Return every entry in full, with no alterations.

▬▬▬▬▬▬

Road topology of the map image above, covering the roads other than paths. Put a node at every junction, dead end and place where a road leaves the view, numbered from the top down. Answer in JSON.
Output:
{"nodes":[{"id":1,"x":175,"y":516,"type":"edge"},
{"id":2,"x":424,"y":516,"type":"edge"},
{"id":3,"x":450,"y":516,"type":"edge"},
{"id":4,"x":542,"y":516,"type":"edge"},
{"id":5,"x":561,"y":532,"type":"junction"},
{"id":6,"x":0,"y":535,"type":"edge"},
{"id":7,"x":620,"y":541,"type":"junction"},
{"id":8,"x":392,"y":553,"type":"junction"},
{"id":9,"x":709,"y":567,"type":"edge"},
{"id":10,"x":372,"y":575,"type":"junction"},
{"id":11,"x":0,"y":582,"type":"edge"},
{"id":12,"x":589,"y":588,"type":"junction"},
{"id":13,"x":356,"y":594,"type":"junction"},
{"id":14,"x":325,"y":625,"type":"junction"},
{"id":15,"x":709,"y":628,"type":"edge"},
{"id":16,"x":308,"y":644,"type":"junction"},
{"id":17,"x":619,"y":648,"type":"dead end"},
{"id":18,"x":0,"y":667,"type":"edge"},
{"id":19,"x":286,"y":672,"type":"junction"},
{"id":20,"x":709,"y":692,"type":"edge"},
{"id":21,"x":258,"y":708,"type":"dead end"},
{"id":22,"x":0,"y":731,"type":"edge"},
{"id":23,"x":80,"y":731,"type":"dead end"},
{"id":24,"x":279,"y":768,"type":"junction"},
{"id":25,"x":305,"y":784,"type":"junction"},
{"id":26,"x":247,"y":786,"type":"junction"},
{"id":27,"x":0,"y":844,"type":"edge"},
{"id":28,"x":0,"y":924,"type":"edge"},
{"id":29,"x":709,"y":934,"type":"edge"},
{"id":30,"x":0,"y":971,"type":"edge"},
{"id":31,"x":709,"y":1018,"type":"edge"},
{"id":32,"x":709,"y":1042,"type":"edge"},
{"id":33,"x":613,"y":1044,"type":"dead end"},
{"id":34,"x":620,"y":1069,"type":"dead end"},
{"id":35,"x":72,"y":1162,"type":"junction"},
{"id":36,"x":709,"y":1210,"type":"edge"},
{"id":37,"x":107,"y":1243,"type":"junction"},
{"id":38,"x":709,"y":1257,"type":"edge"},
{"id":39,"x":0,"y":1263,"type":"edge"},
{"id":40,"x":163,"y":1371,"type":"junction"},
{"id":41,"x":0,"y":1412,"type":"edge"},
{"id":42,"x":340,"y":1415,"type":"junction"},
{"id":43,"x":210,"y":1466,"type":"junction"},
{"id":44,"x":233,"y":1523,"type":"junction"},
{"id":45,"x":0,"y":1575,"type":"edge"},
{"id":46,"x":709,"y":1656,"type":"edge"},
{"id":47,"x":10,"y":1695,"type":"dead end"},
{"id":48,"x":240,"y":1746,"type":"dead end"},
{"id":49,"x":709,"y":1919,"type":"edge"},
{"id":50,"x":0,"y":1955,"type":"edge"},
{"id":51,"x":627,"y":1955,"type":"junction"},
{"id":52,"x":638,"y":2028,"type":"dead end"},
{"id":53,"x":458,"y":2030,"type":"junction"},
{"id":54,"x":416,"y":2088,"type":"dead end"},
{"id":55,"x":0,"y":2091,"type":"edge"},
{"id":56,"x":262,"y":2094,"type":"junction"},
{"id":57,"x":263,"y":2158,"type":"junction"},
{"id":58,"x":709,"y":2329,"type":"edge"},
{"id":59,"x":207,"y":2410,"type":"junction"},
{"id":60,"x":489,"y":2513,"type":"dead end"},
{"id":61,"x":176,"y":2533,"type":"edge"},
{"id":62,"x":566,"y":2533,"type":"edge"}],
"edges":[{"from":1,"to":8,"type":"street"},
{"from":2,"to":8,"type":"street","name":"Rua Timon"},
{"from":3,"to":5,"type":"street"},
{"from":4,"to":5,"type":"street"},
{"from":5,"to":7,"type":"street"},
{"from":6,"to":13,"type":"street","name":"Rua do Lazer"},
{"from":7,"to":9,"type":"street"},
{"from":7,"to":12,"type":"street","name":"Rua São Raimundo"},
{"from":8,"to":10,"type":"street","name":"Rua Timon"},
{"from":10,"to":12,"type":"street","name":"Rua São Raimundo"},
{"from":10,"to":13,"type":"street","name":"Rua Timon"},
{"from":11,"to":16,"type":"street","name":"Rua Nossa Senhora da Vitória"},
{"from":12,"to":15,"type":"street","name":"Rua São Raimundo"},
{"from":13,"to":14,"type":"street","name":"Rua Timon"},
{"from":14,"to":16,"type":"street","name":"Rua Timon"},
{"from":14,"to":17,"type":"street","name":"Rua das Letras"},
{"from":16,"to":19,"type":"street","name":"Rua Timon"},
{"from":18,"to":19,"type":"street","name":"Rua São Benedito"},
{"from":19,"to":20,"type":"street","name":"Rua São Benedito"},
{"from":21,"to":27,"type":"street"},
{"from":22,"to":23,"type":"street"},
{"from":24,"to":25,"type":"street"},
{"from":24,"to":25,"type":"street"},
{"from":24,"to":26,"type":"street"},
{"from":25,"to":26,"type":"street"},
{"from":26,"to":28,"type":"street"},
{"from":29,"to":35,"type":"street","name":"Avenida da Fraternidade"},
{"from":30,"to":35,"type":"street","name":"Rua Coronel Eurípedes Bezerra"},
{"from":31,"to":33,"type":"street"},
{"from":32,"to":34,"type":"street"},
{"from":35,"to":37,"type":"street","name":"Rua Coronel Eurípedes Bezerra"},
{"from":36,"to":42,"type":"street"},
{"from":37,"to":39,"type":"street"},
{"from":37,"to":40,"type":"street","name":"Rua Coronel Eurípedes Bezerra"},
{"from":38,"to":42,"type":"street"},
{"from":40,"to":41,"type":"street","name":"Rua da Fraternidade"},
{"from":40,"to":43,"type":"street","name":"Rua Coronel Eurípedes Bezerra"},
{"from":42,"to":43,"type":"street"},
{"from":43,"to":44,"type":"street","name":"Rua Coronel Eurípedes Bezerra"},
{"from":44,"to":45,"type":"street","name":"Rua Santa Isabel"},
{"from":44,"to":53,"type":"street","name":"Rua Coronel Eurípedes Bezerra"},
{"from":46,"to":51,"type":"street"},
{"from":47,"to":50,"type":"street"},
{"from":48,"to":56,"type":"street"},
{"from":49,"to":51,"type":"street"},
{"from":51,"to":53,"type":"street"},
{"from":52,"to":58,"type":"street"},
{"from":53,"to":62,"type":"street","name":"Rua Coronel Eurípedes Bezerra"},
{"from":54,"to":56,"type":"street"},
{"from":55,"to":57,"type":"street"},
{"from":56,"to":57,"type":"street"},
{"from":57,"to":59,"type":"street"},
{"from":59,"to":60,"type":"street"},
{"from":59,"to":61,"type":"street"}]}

▬▬▬▬▬▬

RESPONSE TO THIS TASK:
Road topology of the map image above, covering the roads other than paths. Put a node at every junction, dead end and place where a road leaves the view, numbered from the top down. Answer in JSON.
Output:
{"nodes":[{"id":1,"x":175,"y":516,"type":"edge"},
{"id":2,"x":424,"y":516,"type":"edge"},
{"id":3,"x":450,"y":516,"type":"edge"},
{"id":4,"x":542,"y":516,"type":"edge"},
{"id":5,"x":561,"y":532,"type":"junction"},
{"id":6,"x":0,"y":535,"type":"edge"},
{"id":7,"x":620,"y":541,"type":"junction"},
{"id":8,"x":392,"y":553,"type":"junction"},
{"id":9,"x":709,"y":567,"type":"edge"},
{"id":10,"x":372,"y":575,"type":"junction"},
{"id":11,"x":0,"y":582,"type":"edge"},
{"id":12,"x":589,"y":588,"type":"junction"},
{"id":13,"x":356,"y":594,"type":"junction"},
{"id":14,"x":325,"y":625,"type":"junction"},
{"id":15,"x":709,"y":628,"type":"edge"},
{"id":16,"x":308,"y":644,"type":"junction"},
{"id":17,"x":619,"y":648,"type":"dead end"},
{"id":18,"x":0,"y":667,"type":"edge"},
{"id":19,"x":286,"y":672,"type":"junction"},
{"id":20,"x":709,"y":692,"type":"edge"},
{"id":21,"x":258,"y":708,"type":"dead end"},
{"id":22,"x":0,"y":731,"type":"edge"},
{"id":23,"x":80,"y":731,"type":"dead end"},
{"id":24,"x":279,"y":768,"type":"junction"},
{"id":25,"x":305,"y":784,"type":"junction"},
{"id":26,"x":247,"y":786,"type":"junction"},
{"id":27,"x":0,"y":844,"type":"edge"},
{"id":28,"x":0,"y":924,"type":"edge"},
{"id":29,"x":709,"y":934,"type":"edge"},
{"id":30,"x":0,"y":971,"type":"edge"},
{"id":31,"x":709,"y":1018,"type":"edge"},
{"id":32,"x":709,"y":1042,"type":"edge"},
{"id":33,"x":613,"y":1044,"type":"dead end"},
{"id":34,"x":620,"y":1069,"type":"dead end"},
{"id":35,"x":72,"y":1162,"type":"junction"},
{"id":36,"x":709,"y":1210,"type":"edge"},
{"id":37,"x":107,"y":1243,"type":"junction"},
{"id":38,"x":709,"y":1257,"type":"edge"},
{"id":39,"x":0,"y":1263,"type":"edge"},
{"id":40,"x":163,"y":1371,"type":"junction"},
{"id":41,"x":0,"y":1412,"type":"edge"},
{"id":42,"x":340,"y":1415,"type":"junction"},
{"id":43,"x":210,"y":1466,"type":"junction"},
{"id":44,"x":233,"y":1523,"type":"junction"},
{"id":45,"x":0,"y":1575,"type":"edge"},
{"id":46,"x":709,"y":1656,"type":"edge"},
{"id":47,"x":10,"y":1695,"type":"dead end"},
{"id":48,"x":240,"y":1746,"type":"dead end"},
{"id":49,"x":709,"y":1919,"type":"edge"},
{"id":50,"x":0,"y":1955,"type":"edge"},
{"id":51,"x":627,"y":1955,"type":"junction"},
{"id":52,"x":638,"y":2028,"type":"dead end"},
{"id":53,"x":458,"y":2030,"type":"junction"},
{"id":54,"x":416,"y":2088,"type":"dead end"},
{"id":55,"x":0,"y":2091,"type":"edge"},
{"id":56,"x":262,"y":2094,"type":"junction"},
{"id":57,"x":263,"y":2158,"type":"junction"},
{"id":58,"x":709,"y":2329,"type":"edge"},
{"id":59,"x":207,"y":2410,"type":"junction"},
{"id":60,"x":489,"y":2513,"type":"dead end"},
{"id":61,"x":176,"y":2533,"type":"edge"},
{"id":62,"x":566,"y":2533,"type":"edge"}],
"edges":[{"from":1,"to":8,"type":"street"},
{"from":2,"to":8,"type":"street","name":"Rua Timon"},
{"from":3,"to":5,"type":"street"},
{"from":4,"to":5,"type":"street"},
{"from":5,"to":7,"type":"street"},
{"from":6,"to":13,"type":"street","name":"Rua do Lazer"},
{"from":7,"to":9,"type":"street"},
{"from":7,"to":12,"type":"street","name":"Rua São Raimundo"},
{"from":8,"to":10,"type":"street","name":"Rua Timon"},
{"from":10,"to":12,"type":"street","name":"Rua São Raimundo"},
{"from":10,"to":13,"type":"street","name":"Rua Timon"},
{"from":11,"to":16,"type":"street","name":"Rua Nossa Senhora da Vitória"},
{"from":12,"to":15,"type":"street","name":"Rua São Raimundo"},
{"from":13,"to":14,"type":"street","name":"Rua Timon"},
{"from":14,"to":16,"type":"street","name":"Rua Timon"},
{"from":14,"to":17,"type":"street","name":"Rua das Letras"},
{"from":16,"to":19,"type":"street","name":"Rua Timon"},
{"from":18,"to":19,"type":"street","name":"Rua São Benedito"},
{"from":19,"to":20,"type":"street","name":"Rua São Benedito"},
{"from":21,"to":27,"type":"street"},
{"from":22,"to":23,"type":"street"},
{"from":24,"to":25,"type":"street"},
{"from":24,"to":25,"type":"street"},
{"from":24,"to":26,"type":"street"},
{"from":25,"to":26,"type":"street"},
{"from":26,"to":28,"type":"street"},
{"from":29,"to":35,"type":"street","name":"Avenida da Fraternidade"},
{"from":30,"to":35,"type":"street","name":"Rua Coronel Eurípedes Bezerra"},
{"from":31,"to":33,"type":"street"},
{"from":32,"to":34,"type":"street"},
{"from":35,"to":37,"type":"street","name":"Rua Coronel Eurípedes Bezerra"},
{"from":36,"to":42,"type":"street"},
{"from":37,"to":39,"type":"street"},
{"from":37,"to":40,"type":"street","name":"Rua Coronel Eurípedes Bezerra"},
{"from":38,"to":42,"type":"street"},
{"from":40,"to":41,"type":"street","name":"Rua da Fraternidade"},
{"from":40,"to":43,"type":"street","name":"Rua Coronel Eurípedes Bezerra"},
{"from":42,"to":43,"type":"street"},
{"from":43,"to":44,"type":"street","name":"Rua Coronel Eurípedes Bezerra"},
{"from":44,"to":45,"type":"street","name":"Rua Santa Isabel"},
{"from":44,"to":53,"type":"street","name":"Rua Coronel Eurípedes Bezerra"},
{"from":46,"to":51,"type":"street"},
{"from":47,"to":50,"type":"street"},
{"from":48,"to":56,"type":"street"},
{"from":49,"to":51,"type":"street"},
{"from":51,"to":53,"type":"street"},
{"from":52,"to":58,"type":"street"},
{"from":53,"to":62,"type":"street","name":"Rua Coronel Eurípedes Bezerra"},
{"from":54,"to":56,"type":"street"},
{"from":55,"to":57,"type":"street"},
{"from":56,"to":57,"type":"street"},
{"from":57,"to":59,"type":"street"},
{"from":59,"to":60,"type":"street"},
{"from":59,"to":61,"type":"street"}]}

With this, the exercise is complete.